The temperatures had just fallen in the mornings when I set out for this double loop. Some leaves revealed that they were on the cusp of gaining fall color. The trail here is wide and easy to follow, but always houses rocks, mud, puddles, and stream crossings. Mill Run was higher (and therefore beautifully louder) than I remember seeing it in past years, and housed a gorgeous glisten as the sun hit its moving waters. I heard a waterside speckled falcon scream and watched it throw out its wings and gracefully fly to a higher vantage point.
I knew this run would be brutal at some point. Fang-like rocks sink their feet into runners’ soles in this part of Pennsylvania. There are some soft piney sections, some slightly rooty sections, but it is mostly uneven, rocky ground on this loop. Twisting your feet and ankles every direction, they do not promote keeping you on your toes- like the time they sent me sprawling and sliding face first down a hill as my palms slid down the dirt trail and I jammed my fingers on a rock to stop my descent.

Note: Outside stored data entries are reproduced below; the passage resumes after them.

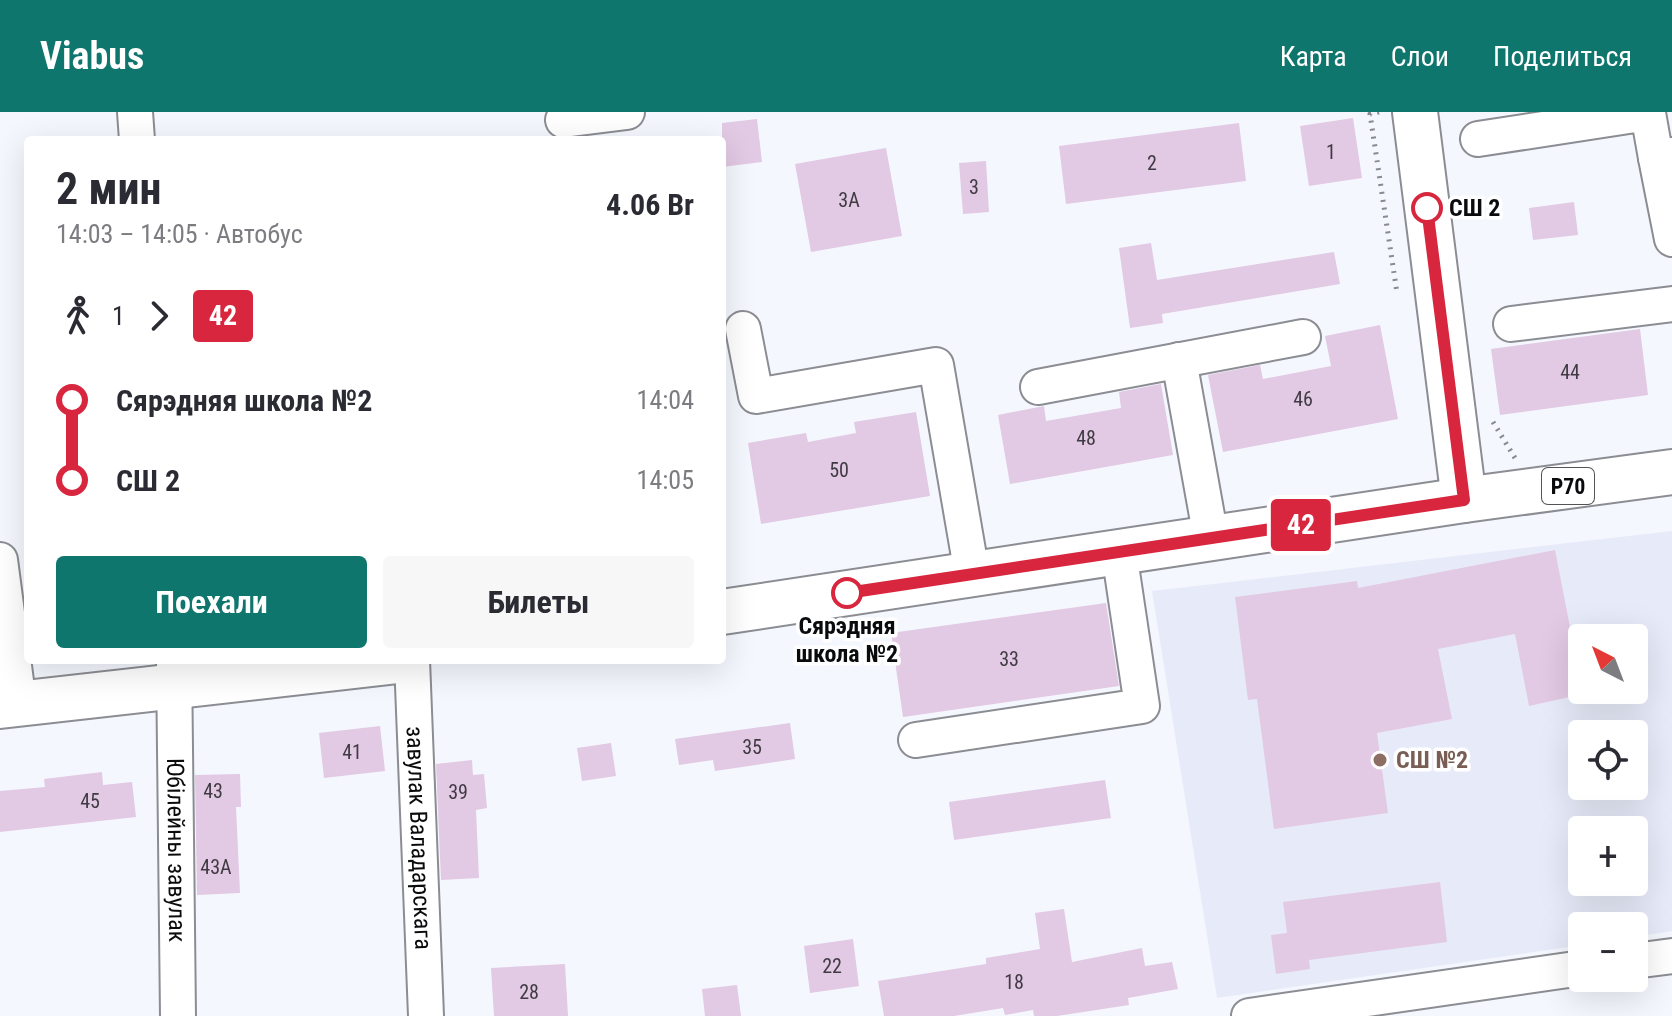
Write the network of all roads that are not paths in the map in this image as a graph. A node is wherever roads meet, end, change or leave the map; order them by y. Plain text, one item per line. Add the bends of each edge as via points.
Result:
1 (135, 112) edge
2 (627, 112) edge
3 (1415, 112) edge
4 (563, 120) dead end
5 (137, 136) edge
6 (1478, 139) dead end
7 (1664, 156) edge
8 (1672, 239) edge
9 (1672, 304) edge
10 (1511, 324) dead end
11 (743, 329) dead end
12 (1303, 337) dead end
13 (1179, 360) junction
14 (1038, 387) dead end
15 (1672, 472) edge
16 (1464, 500) junction
17 (1211, 538) junction
18 (1119, 552) junction
19 (0, 560) edge
20 (972, 574) junction
21 (726, 611) edge
22 (337, 664) edge
23 (410, 664) edge
24 (174, 673) edge
25 (10, 705) edge
26 (916, 740) dead end
27 (1672, 956) edge
28 (1648, 959) edge
29 (1568, 970) edge
30 (178, 1016) edge
31 (426, 1016) edge
32 (1249, 1016) edge

1 - 5 street
2 - 4 street
3 - 16 main road
6 - 7 street via 1648,113
7 - 8 street
9 - 10 street
11 - 20 street via 756,396 936,365
12 - 13 street
13 - 14 street
13 - 17 street
15 - 16 main road, Р70
16 - 17 main road
17 - 18 main road
18 - 20 main road
18 - 26 street via 1142,706
19 - 25 street
20 - 21 main road
22 - 24 main road
23 - 31 street, завулак Валадарскага
24 - 25 main road
24 - 30 street, Юбілейны завулак
27 - 28 street
29 - 32 street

The first loop had been otherwise pleasant, however. The solitude was surprising for a balmy September Saturday. I had gone out self-supported, so I stopped and got more water and snacks at my car after this loop (although I had carried too much to begin with because of the falling temperatures and lesser hydration needs). The second loop sent me on the initial drawn-out downhill that I didn’t mind but one that delivered a nagging and unpleasantly rocky uphill to the finish. I pressed on through the menacing miles of flying yellow-jackets on Hess Trail. Luckily, I was not stung like the time I ran this section and they got me in the skull just a few steps before I made it to the “Beware of Yellow-Jackets” sign.
Altogether, Quebec Run is a fantastic loop for bikers and hikers, and it presents a technical challenge along with plenty of elevation. It is lush and peaceful, boasts abundant flora and fauna, and provides enough distance to require endurance of the foot travelers it attracts.